The Power of the Old Cathedral: Haiti Cathedral Competition

by Cindy Michel, appearing in Volume 24

Notre Dame l’Assomption served as the cathedral of Port-au-Prince for over a century, from its predecessor, a modest yet dignified brick building with a small central tower, to its twentieth-century replacement, an impressive twin towered structure which collapsed in the devastating 2010 earthquake centered near Port-au-Prince. A competition for the design of a new cathedral was held by the Roman Catholic Archdiocese of Port-au-Prince, with the support of Faith and Form Magazine and the Institut de Sauvegarde du Patrimoine National (ISPAN), the Haitian government agency charged with the safeguarding of structures and sites of historical significance, such as the cathedral.

Through a blind judging process, over 130 submissions were reviewed by the panel of judges, who chose three winning submissions and one honorable mention.

First Place Winner:

SCF Arquitectos, Puerto Rico Licensed Architect and Team Leader - Segundo Cardona FAIA

The first place submission proposes a limited urban intervention with an economical, but effective redesign of Place de la Cathedrale which has historically been used as an outdoor market. The proposal maintains the existing main facade and narthex of the cathedral, reinforced with side buttress towers. The towers reestablish a twin tower silhouette to the cathedral façade, but the contrast between the rich architectural and iconographic remnants of the front façade and the bleak new buttress towers is atypical of Haitian Catholic architecture and seems to speak to the contemporary historic preservation ethic of contrast.

 

 

 

 

First Place Winner of the Haiti Cathedral Competition, SCF Arquitectos, Puerto Rico. Photo: www.ndapap.org

The centralized plan is particularly inward focused with no windows save for the stained glass at the apse and a “ring of translucent glass under the dome.” Its mausoleum-like form could be a rich typological and allegorical reference, but the design lacks the lightness and connectivity of the old cathedral which would help to make it less a literal tomb. The interior screen featuring the Stations of the Cross brings a welcomed level of iconography missing from the exterior, but it is likely the screen would have to be in some other material than wood given the issues of deforestation in Haiti. The proposal is promising in form and could more fully and unapologetically embrace the spirit of Haitian Catholic architecture as it develops.
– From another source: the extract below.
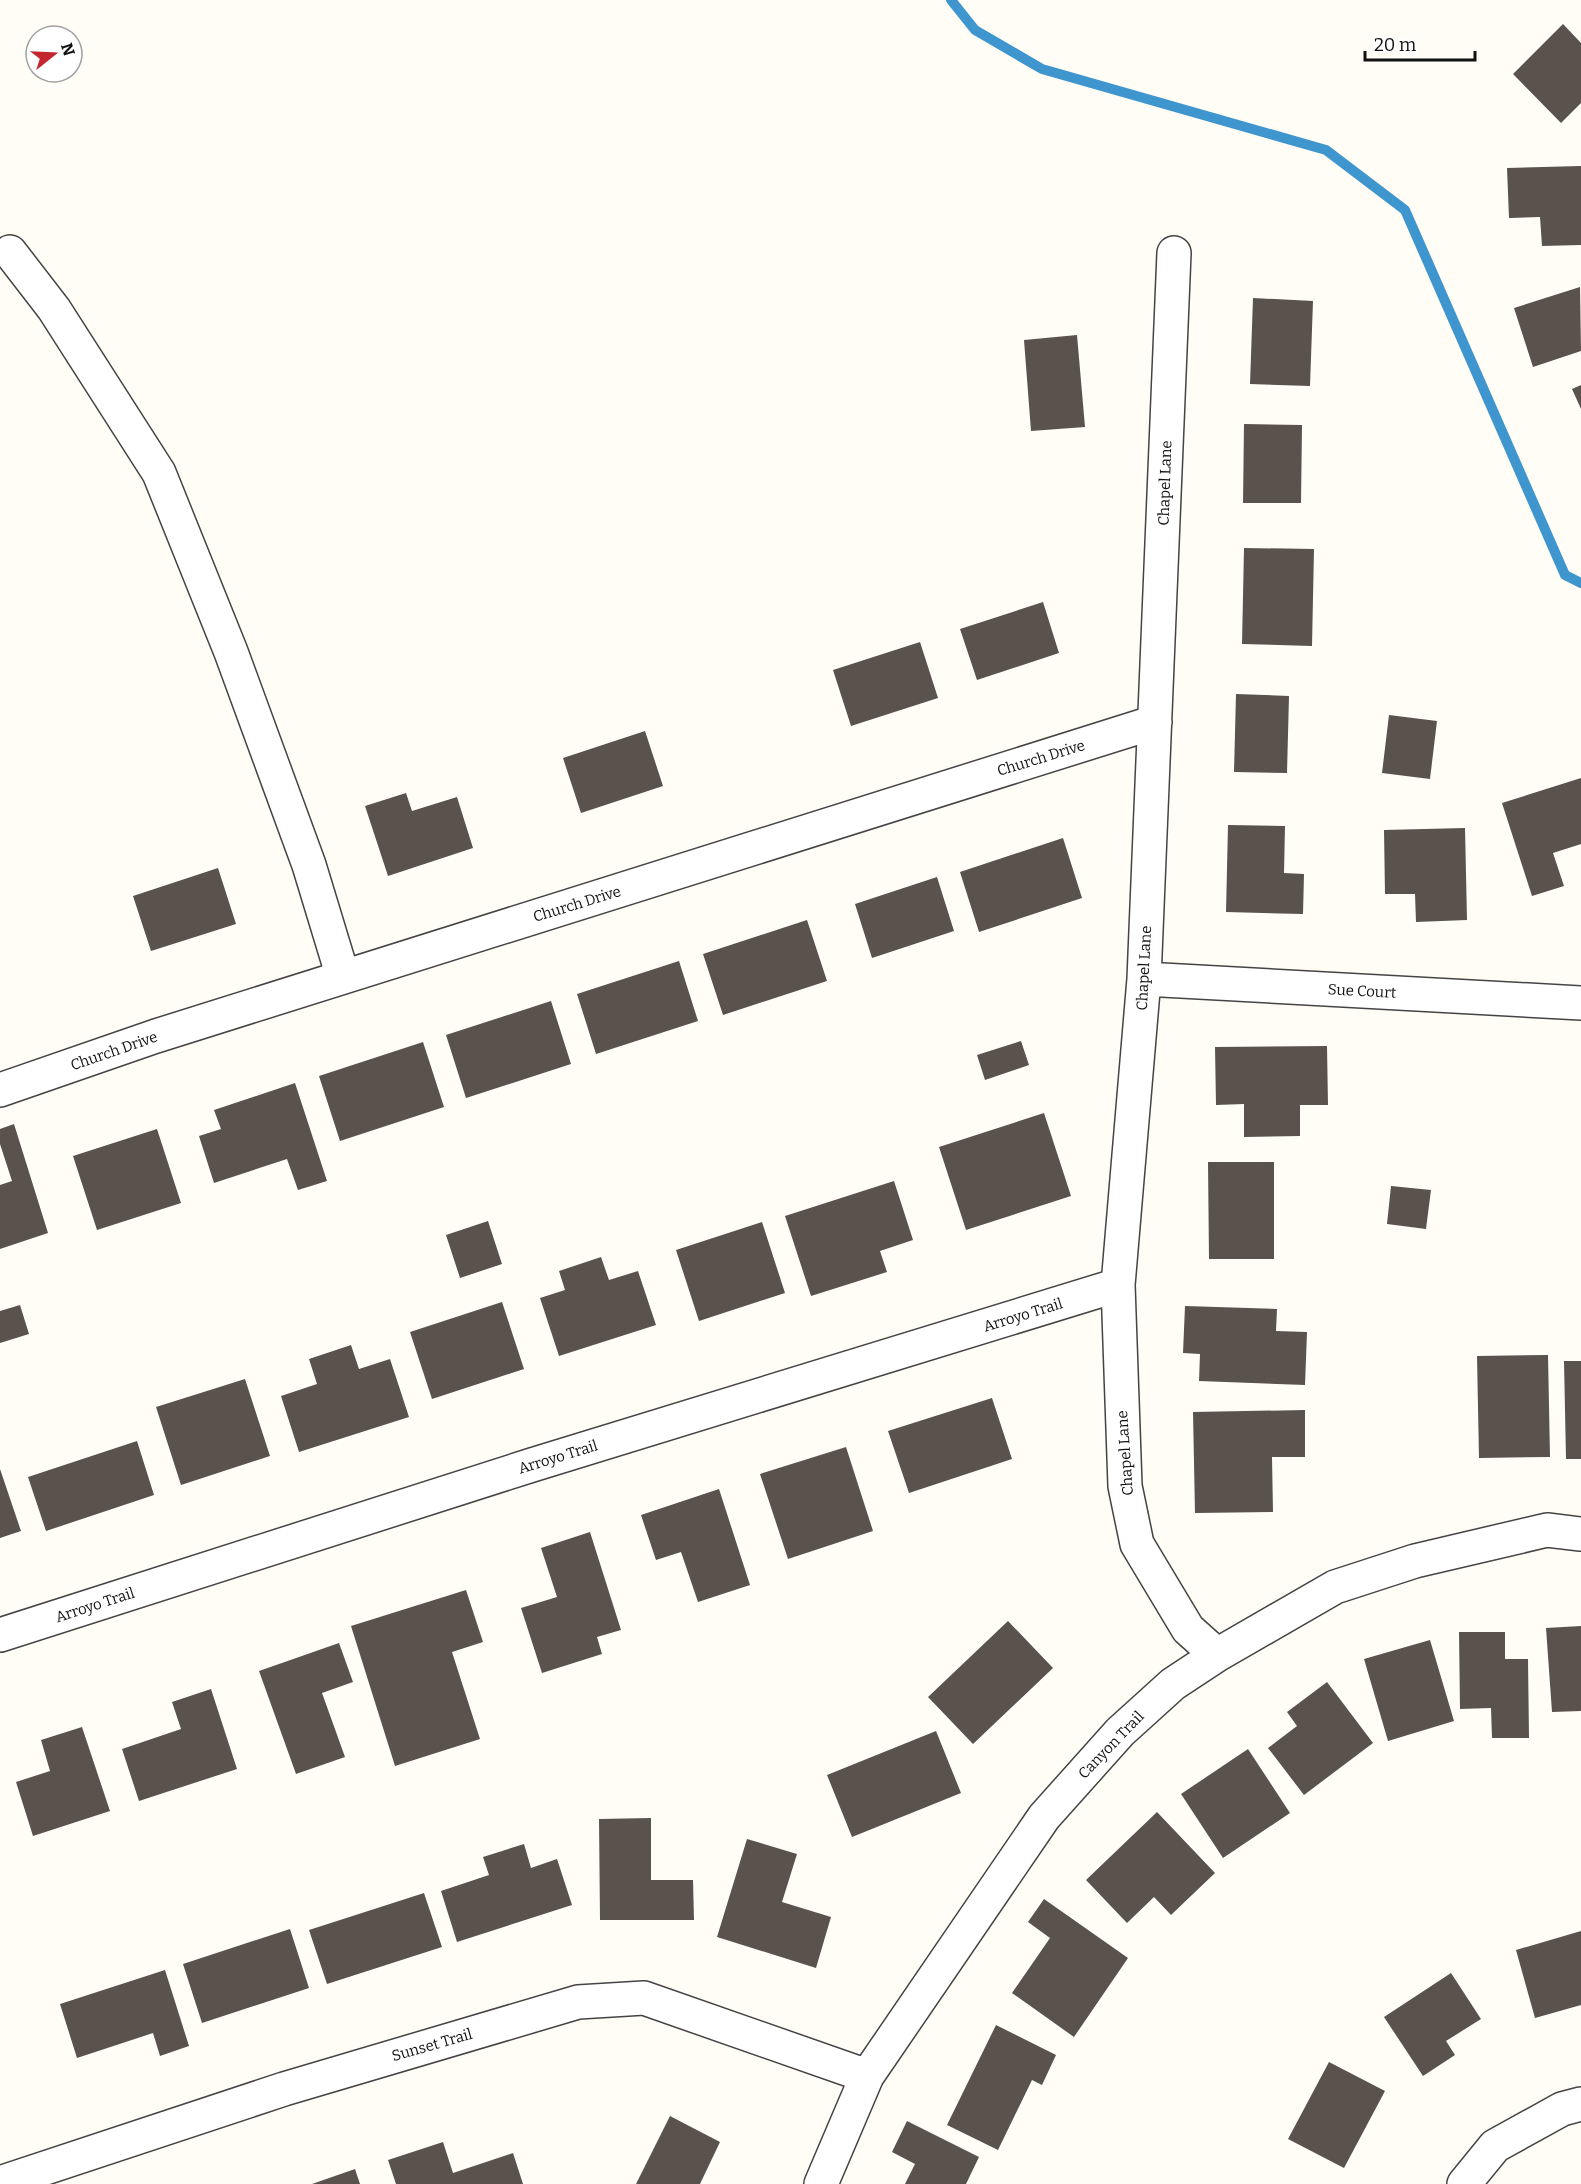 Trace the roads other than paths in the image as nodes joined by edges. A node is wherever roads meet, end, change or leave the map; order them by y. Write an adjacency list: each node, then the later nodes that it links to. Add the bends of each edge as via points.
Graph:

Second Place Winner : Estudio Kaleido, Mexico City Licensed Architect - Diego Ramos Cerdeira Team Leader- Juan Pablo Bedolla Cornejo

The second place submission proposes an elaborate site design that preserves the ruins of the collapsed cathedral in situ as a park while relocating the cathedral to the western edge of the site in a scalloped shaped plan with “half round” seating in “a buried cathedral.” The proposed cathedral does not take a recognizable form of a church, but instead resembles the bow of a ship and incorporates no discernible interior or exterior iconography save for several crosses.

 

 

 

 

Second Place Winner of the Haiti Cathedral Competition, Estudio Kaleido, Mexico City. Photo: www.ndapap.org

The proposal is quite alien, with little to signal that the structure is the National Catholic Cathedral of Haiti. A “buried cathedral” is a curious idea considering the emergency efforts to rescue people buried within collapsed buildings. To bury the cathedral seems inappropriate.
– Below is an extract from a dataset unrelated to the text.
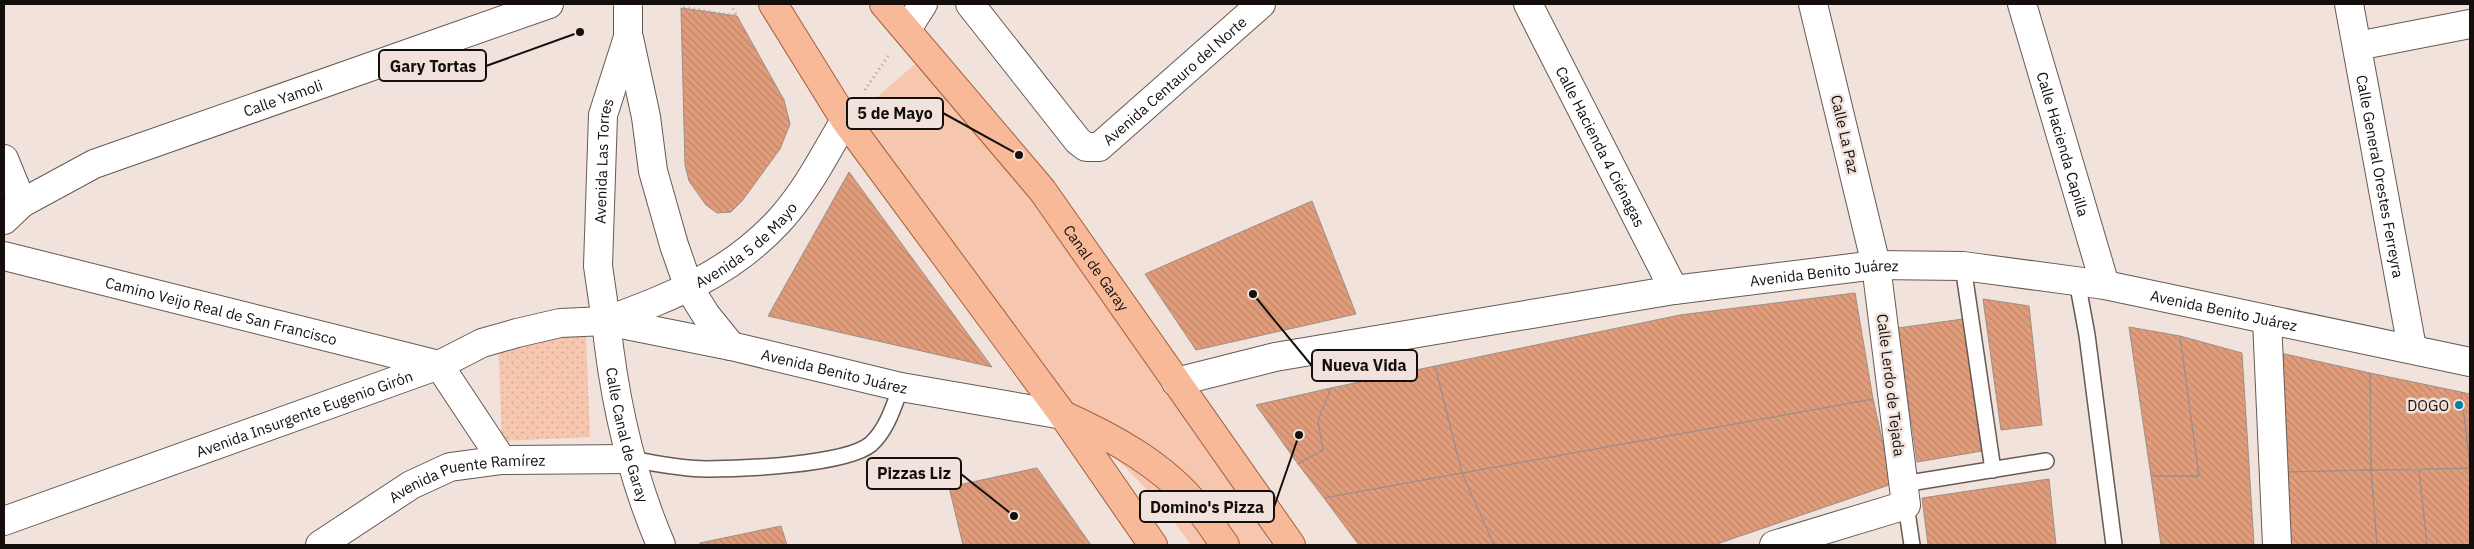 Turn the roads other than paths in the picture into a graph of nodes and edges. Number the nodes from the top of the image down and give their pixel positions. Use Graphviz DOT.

Third Place Winner: Monteleone Research and Design, Miami,FL Licensed Architect and Team Leader- Steven Fett

The third place winner leaves the nave ruins while proposing a monumental pyramid over the crossing of a new cathedral.

 

 

Third Place Winner of the Competition, Monteleone Research and Design, Miami, FL. Photo: www.ndapap.org

Honorable Mention: de La Guardia Victoria Architects & Urbanist, Coral Gables, FL

The submission receiving an honorable mention proposes new urban density around the cathedral square with covered colonnades. It proposes rebuilding the former cathedral as it was.

 

 

Honorable Mention of the Competition, de la Guardia Victoria Architects & Urbanists, Coral Gables, FL. Photo: www.ndapap.org

Conclusion:

The spectrum of winners shares one definitive aspect: they maintain the façade of the collapsed cathedral, as it currently exists, in whole. In the winning proposals, the façade of the collapsed cathedral is reinforced with buttress towers, kept in situ as a ruin, reinforced at the head of a new atrium, or rebuilt with the same design. This commonality is an acknowledgement of the power the old cathedral held as a symbol of Port-au-Prince and Haiti, and particularly as a symbol of ‘the Catholic Church in Haiti.’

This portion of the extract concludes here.